**WORK ITEM**
Search the data for "玉名八女線". Return each matching line.

SUPPLIED RECORDS below:

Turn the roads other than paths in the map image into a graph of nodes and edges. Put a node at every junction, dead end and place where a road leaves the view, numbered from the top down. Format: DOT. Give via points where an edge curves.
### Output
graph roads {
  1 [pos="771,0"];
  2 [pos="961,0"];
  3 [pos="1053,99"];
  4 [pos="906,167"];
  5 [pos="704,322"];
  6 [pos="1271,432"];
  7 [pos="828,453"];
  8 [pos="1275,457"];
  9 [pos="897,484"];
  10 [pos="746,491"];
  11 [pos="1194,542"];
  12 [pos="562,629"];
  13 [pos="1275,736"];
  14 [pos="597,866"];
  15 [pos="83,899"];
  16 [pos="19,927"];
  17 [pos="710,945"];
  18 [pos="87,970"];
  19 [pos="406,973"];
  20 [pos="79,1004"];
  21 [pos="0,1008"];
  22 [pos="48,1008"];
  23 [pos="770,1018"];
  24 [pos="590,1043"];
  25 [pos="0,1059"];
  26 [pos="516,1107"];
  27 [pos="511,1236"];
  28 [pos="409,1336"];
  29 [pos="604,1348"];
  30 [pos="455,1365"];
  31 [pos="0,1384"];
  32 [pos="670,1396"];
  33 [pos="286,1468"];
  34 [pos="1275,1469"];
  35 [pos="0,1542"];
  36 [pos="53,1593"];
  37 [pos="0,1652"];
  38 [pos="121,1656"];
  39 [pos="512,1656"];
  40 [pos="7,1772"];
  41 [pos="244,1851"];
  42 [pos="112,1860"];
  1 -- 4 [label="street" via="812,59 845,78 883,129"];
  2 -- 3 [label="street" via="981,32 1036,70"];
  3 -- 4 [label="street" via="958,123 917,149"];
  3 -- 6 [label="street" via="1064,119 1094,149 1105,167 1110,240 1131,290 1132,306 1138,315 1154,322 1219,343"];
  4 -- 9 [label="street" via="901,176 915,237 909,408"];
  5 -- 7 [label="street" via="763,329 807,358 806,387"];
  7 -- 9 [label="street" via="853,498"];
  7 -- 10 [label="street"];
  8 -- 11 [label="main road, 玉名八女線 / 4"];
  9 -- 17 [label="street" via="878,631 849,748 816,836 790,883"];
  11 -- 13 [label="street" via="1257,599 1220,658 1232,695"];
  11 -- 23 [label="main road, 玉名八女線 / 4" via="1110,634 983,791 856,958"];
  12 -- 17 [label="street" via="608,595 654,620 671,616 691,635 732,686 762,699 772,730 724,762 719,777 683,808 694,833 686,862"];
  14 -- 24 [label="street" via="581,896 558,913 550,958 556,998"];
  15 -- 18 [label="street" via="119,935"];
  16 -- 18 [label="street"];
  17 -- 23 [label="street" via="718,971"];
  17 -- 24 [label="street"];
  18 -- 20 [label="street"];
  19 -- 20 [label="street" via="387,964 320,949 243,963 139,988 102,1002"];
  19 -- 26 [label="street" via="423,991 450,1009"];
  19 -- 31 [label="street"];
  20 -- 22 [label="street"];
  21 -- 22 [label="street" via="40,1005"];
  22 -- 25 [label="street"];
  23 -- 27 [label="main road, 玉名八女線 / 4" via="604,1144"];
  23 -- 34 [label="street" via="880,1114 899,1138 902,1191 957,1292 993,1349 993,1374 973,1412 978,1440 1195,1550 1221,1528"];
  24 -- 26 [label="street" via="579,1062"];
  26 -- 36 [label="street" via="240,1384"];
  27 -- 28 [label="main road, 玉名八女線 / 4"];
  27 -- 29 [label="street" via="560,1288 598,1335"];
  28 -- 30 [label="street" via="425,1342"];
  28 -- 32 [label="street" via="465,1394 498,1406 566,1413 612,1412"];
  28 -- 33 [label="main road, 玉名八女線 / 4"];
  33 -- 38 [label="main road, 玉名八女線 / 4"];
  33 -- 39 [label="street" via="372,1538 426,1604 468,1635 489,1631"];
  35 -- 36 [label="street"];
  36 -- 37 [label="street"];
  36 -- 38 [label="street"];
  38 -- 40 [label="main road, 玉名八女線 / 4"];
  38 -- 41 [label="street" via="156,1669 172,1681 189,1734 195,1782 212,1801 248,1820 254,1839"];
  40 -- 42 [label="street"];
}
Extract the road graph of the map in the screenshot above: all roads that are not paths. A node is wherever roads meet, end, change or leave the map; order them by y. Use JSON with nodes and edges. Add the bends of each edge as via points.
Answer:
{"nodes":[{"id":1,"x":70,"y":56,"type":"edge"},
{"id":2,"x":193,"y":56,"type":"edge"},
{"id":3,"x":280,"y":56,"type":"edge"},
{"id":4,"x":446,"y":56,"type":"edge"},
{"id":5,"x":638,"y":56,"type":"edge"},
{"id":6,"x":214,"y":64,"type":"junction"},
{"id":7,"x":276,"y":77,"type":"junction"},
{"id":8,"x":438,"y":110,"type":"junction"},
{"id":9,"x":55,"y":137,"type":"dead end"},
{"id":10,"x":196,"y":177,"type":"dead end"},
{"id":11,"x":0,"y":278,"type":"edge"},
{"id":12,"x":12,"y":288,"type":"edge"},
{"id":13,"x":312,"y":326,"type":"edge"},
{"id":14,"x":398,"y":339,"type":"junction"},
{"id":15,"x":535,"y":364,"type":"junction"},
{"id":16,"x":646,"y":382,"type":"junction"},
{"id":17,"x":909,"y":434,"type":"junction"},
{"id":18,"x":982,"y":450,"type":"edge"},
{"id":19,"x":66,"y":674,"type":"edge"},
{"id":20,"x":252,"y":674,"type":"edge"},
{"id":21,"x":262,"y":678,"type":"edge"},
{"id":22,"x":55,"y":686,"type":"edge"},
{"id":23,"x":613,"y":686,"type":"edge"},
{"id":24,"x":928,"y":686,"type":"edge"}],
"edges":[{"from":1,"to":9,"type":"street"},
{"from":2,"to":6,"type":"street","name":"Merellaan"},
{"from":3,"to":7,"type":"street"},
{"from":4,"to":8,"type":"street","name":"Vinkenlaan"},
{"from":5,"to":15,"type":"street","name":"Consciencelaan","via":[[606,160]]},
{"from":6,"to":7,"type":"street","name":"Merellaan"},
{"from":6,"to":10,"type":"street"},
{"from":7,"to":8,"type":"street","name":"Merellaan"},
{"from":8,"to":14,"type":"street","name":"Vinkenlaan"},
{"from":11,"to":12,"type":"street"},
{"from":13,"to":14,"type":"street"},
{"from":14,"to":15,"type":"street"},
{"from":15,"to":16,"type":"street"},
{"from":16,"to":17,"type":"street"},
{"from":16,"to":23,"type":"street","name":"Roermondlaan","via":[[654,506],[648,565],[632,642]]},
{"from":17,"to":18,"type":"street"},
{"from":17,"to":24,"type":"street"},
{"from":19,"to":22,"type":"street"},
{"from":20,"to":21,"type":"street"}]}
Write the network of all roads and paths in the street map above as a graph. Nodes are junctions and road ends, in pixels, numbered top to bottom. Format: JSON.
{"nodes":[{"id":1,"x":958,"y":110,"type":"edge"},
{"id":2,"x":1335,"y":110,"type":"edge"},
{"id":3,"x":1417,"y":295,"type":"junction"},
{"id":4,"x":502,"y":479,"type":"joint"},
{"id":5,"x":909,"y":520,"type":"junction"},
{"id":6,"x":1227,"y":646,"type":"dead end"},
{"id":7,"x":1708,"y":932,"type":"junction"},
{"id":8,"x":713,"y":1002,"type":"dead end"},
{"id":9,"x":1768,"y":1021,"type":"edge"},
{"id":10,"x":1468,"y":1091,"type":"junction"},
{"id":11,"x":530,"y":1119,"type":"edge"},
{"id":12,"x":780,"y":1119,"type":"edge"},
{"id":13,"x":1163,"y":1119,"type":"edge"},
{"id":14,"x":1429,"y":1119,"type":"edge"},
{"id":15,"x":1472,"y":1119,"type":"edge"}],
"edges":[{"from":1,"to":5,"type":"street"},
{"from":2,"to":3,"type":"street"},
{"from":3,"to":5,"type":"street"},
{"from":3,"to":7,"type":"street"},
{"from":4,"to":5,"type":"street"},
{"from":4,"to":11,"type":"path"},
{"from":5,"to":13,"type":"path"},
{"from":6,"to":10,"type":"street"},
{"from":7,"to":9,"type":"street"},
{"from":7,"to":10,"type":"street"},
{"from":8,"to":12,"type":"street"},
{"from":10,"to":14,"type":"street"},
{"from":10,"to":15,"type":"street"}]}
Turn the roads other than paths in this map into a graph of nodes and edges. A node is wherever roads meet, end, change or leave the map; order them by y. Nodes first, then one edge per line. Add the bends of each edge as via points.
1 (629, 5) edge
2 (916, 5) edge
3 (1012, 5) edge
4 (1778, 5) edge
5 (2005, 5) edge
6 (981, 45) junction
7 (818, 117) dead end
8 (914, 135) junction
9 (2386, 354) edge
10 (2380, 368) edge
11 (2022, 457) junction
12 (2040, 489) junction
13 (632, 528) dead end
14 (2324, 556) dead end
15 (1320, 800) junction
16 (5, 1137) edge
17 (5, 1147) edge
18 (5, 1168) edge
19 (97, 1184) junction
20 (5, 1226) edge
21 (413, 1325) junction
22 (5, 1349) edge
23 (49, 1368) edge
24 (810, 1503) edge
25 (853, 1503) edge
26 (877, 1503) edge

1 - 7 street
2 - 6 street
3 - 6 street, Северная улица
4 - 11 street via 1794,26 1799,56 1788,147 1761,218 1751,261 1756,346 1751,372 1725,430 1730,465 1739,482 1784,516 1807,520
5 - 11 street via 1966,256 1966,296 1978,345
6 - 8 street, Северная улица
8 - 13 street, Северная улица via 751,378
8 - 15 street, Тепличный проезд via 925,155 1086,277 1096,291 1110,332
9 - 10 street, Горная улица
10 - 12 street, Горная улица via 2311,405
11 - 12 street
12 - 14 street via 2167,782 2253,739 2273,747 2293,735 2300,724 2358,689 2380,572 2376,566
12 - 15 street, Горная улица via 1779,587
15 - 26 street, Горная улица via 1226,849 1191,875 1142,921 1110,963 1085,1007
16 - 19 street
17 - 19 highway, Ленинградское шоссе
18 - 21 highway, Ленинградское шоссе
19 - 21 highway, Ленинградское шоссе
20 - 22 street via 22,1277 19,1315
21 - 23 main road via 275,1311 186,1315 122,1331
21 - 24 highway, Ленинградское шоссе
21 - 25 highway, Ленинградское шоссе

End of SUPPLIED RECORDS.

**SOLUTION TO THIS TASK**
  8 -- 11 [label="main road, 玉名八女線 / 4"];
  11 -- 23 [label="main road, 玉名八女線 / 4" via="1110,634 983,791 856,958"];
  23 -- 27 [label="main road, 玉名八女線 / 4" via="604,1144"];
  27 -- 28 [label="main road, 玉名八女線 / 4"];
  28 -- 33 [label="main road, 玉名八女線 / 4"];
  33 -- 38 [label="main road, 玉名八女線 / 4"];
  38 -- 40 [label="main road, 玉名八女線 / 4"];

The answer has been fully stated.